_WHAT NEEDS TO BE DONE_: Every entry must be set down exactly in the answer; no pictures should appear.

=== AVAILABLE DATA ===

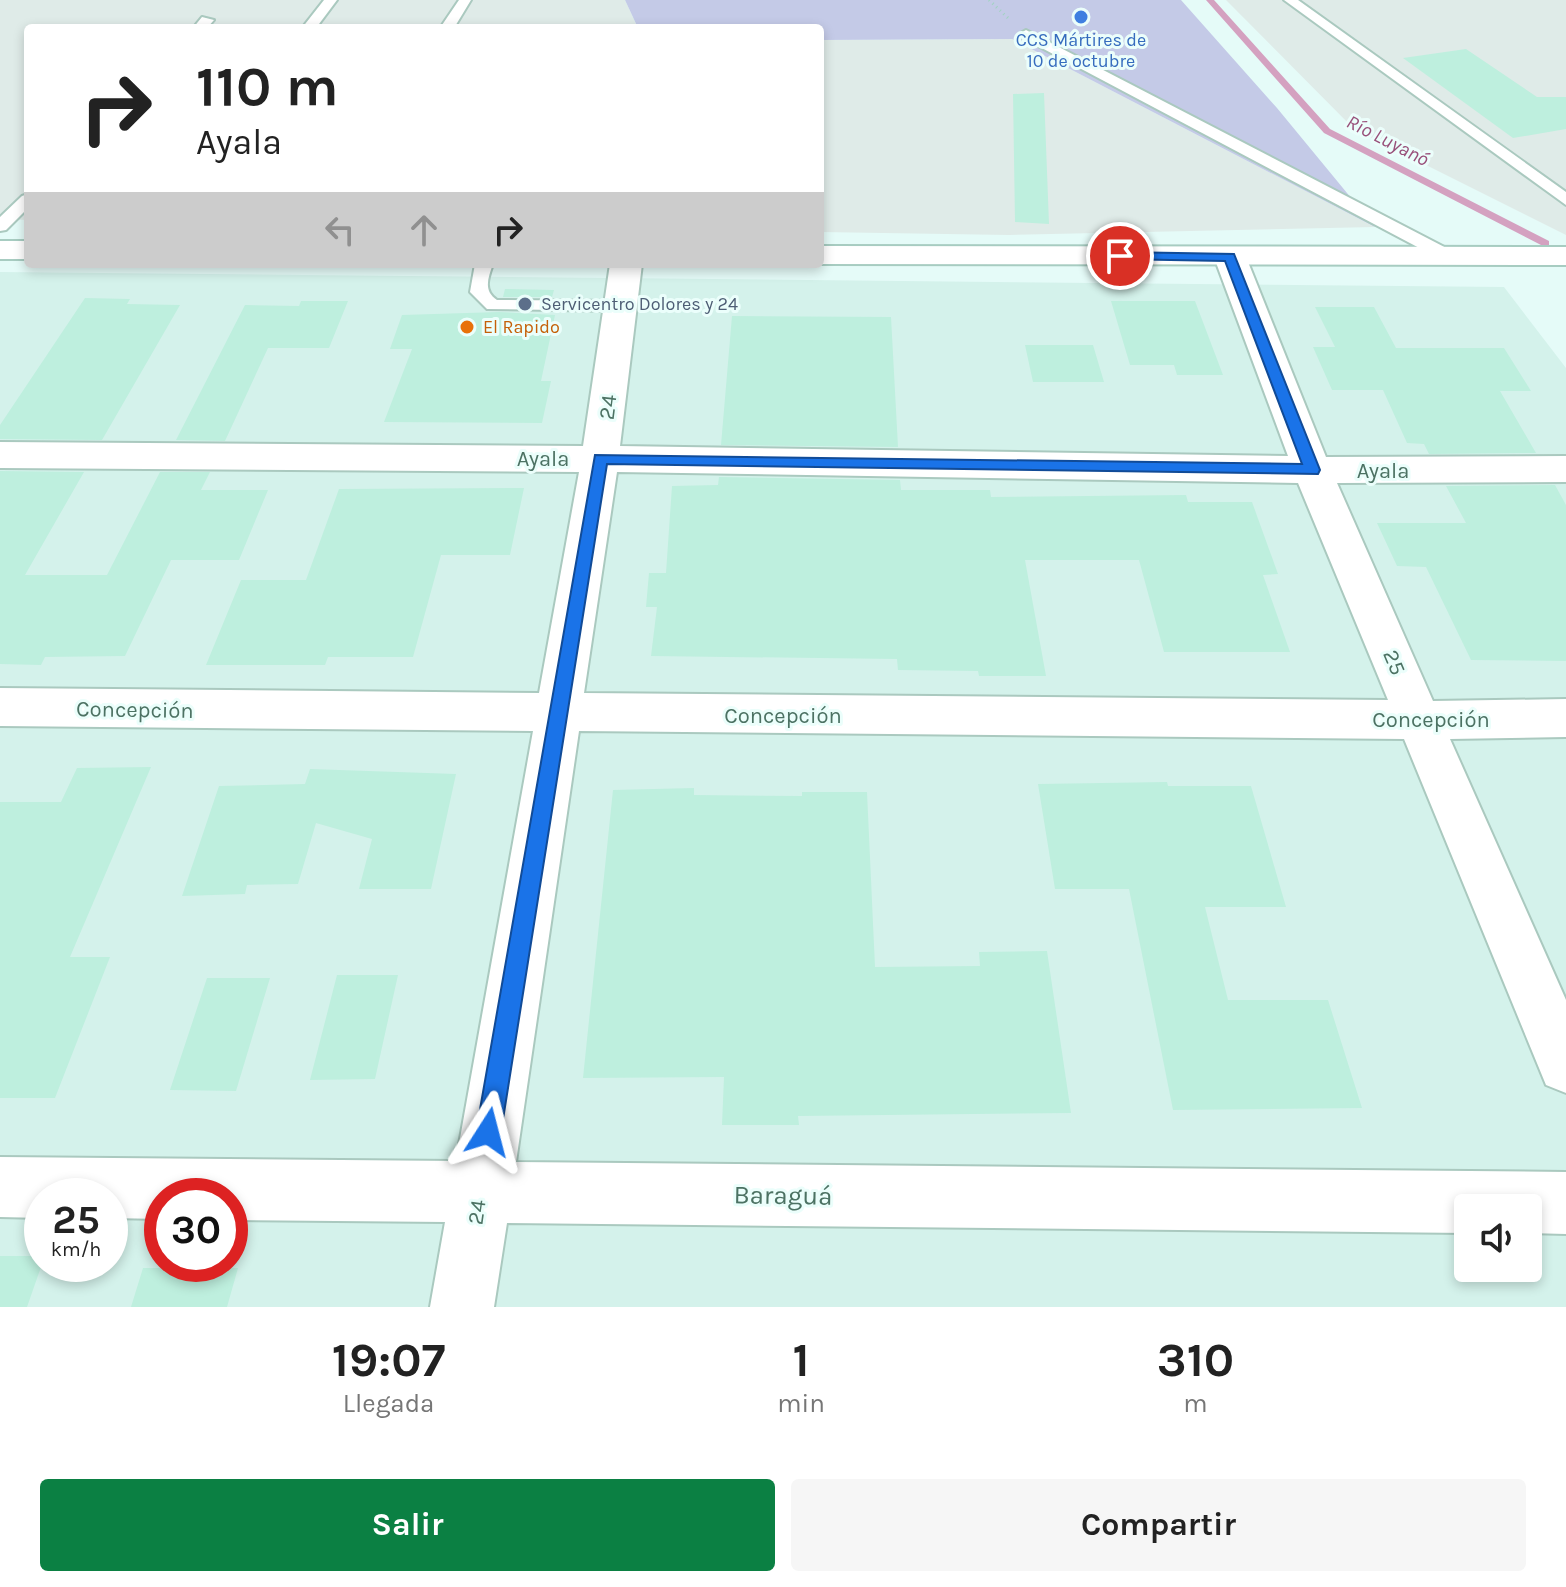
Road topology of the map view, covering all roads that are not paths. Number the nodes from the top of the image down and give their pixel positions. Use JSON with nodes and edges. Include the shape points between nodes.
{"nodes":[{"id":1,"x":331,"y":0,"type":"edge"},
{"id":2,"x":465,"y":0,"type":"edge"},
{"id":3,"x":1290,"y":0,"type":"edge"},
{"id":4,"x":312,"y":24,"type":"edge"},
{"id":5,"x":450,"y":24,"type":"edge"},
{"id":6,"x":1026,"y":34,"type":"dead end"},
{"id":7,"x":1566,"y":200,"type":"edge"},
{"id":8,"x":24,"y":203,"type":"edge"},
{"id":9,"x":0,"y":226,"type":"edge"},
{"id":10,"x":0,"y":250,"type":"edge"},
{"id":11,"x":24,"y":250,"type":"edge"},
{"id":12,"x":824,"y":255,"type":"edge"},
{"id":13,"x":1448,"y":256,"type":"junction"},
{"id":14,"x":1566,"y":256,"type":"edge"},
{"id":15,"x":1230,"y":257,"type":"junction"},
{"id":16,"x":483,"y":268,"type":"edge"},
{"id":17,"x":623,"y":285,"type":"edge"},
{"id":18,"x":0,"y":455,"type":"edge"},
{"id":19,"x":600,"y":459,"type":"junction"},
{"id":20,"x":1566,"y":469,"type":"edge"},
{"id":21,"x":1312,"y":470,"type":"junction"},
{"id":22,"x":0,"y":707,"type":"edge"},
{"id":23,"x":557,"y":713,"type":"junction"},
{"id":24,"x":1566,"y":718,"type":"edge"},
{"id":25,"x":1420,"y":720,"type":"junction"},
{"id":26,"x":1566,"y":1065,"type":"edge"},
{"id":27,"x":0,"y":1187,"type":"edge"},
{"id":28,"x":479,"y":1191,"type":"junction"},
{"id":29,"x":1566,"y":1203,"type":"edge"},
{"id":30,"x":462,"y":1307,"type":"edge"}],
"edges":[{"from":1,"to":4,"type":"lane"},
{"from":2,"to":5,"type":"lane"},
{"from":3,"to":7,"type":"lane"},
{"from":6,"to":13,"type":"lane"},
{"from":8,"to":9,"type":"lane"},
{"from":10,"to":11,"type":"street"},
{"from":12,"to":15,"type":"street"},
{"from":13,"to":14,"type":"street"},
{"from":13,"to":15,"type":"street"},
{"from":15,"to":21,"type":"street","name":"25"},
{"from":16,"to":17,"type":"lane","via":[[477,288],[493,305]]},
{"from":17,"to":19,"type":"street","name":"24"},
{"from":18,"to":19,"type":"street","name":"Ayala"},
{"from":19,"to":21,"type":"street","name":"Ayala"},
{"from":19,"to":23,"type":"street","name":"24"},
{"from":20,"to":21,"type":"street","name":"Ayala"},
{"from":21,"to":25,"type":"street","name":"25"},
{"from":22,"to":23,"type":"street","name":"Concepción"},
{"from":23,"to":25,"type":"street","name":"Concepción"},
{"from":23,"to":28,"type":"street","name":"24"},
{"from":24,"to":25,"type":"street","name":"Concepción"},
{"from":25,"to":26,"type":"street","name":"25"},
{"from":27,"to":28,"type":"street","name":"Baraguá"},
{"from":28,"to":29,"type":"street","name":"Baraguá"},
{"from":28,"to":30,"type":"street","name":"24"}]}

===

_ANSWER TO THE EXERCISE_:
Road topology of the map view, covering all roads that are not paths. Number the nodes from the top of the image down and give their pixel positions. Use JSON with nodes and edges. Include the shape points between nodes.
{"nodes":[{"id":1,"x":331,"y":0,"type":"edge"},
{"id":2,"x":465,"y":0,"type":"edge"},
{"id":3,"x":1290,"y":0,"type":"edge"},
{"id":4,"x":312,"y":24,"type":"edge"},
{"id":5,"x":450,"y":24,"type":"edge"},
{"id":6,"x":1026,"y":34,"type":"dead end"},
{"id":7,"x":1566,"y":200,"type":"edge"},
{"id":8,"x":24,"y":203,"type":"edge"},
{"id":9,"x":0,"y":226,"type":"edge"},
{"id":10,"x":0,"y":250,"type":"edge"},
{"id":11,"x":24,"y":250,"type":"edge"},
{"id":12,"x":824,"y":255,"type":"edge"},
{"id":13,"x":1448,"y":256,"type":"junction"},
{"id":14,"x":1566,"y":256,"type":"edge"},
{"id":15,"x":1230,"y":257,"type":"junction"},
{"id":16,"x":483,"y":268,"type":"edge"},
{"id":17,"x":623,"y":285,"type":"edge"},
{"id":18,"x":0,"y":455,"type":"edge"},
{"id":19,"x":600,"y":459,"type":"junction"},
{"id":20,"x":1566,"y":469,"type":"edge"},
{"id":21,"x":1312,"y":470,"type":"junction"},
{"id":22,"x":0,"y":707,"type":"edge"},
{"id":23,"x":557,"y":713,"type":"junction"},
{"id":24,"x":1566,"y":718,"type":"edge"},
{"id":25,"x":1420,"y":720,"type":"junction"},
{"id":26,"x":1566,"y":1065,"type":"edge"},
{"id":27,"x":0,"y":1187,"type":"edge"},
{"id":28,"x":479,"y":1191,"type":"junction"},
{"id":29,"x":1566,"y":1203,"type":"edge"},
{"id":30,"x":462,"y":1307,"type":"edge"}],
"edges":[{"from":1,"to":4,"type":"lane"},
{"from":2,"to":5,"type":"lane"},
{"from":3,"to":7,"type":"lane"},
{"from":6,"to":13,"type":"lane"},
{"from":8,"to":9,"type":"lane"},
{"from":10,"to":11,"type":"street"},
{"from":12,"to":15,"type":"street"},
{"from":13,"to":14,"type":"street"},
{"from":13,"to":15,"type":"street"},
{"from":15,"to":21,"type":"street","name":"25"},
{"from":16,"to":17,"type":"lane","via":[[477,288],[493,305]]},
{"from":17,"to":19,"type":"street","name":"24"},
{"from":18,"to":19,"type":"street","name":"Ayala"},
{"from":19,"to":21,"type":"street","name":"Ayala"},
{"from":19,"to":23,"type":"street","name":"24"},
{"from":20,"to":21,"type":"street","name":"Ayala"},
{"from":21,"to":25,"type":"street","name":"25"},
{"from":22,"to":23,"type":"street","name":"Concepción"},
{"from":23,"to":25,"type":"street","name":"Concepción"},
{"from":23,"to":28,"type":"street","name":"24"},
{"from":24,"to":25,"type":"street","name":"Concepción"},
{"from":25,"to":26,"type":"street","name":"25"},
{"from":27,"to":28,"type":"street","name":"Baraguá"},
{"from":28,"to":29,"type":"street","name":"Baraguá"},
{"from":28,"to":30,"type":"street","name":"24"}]}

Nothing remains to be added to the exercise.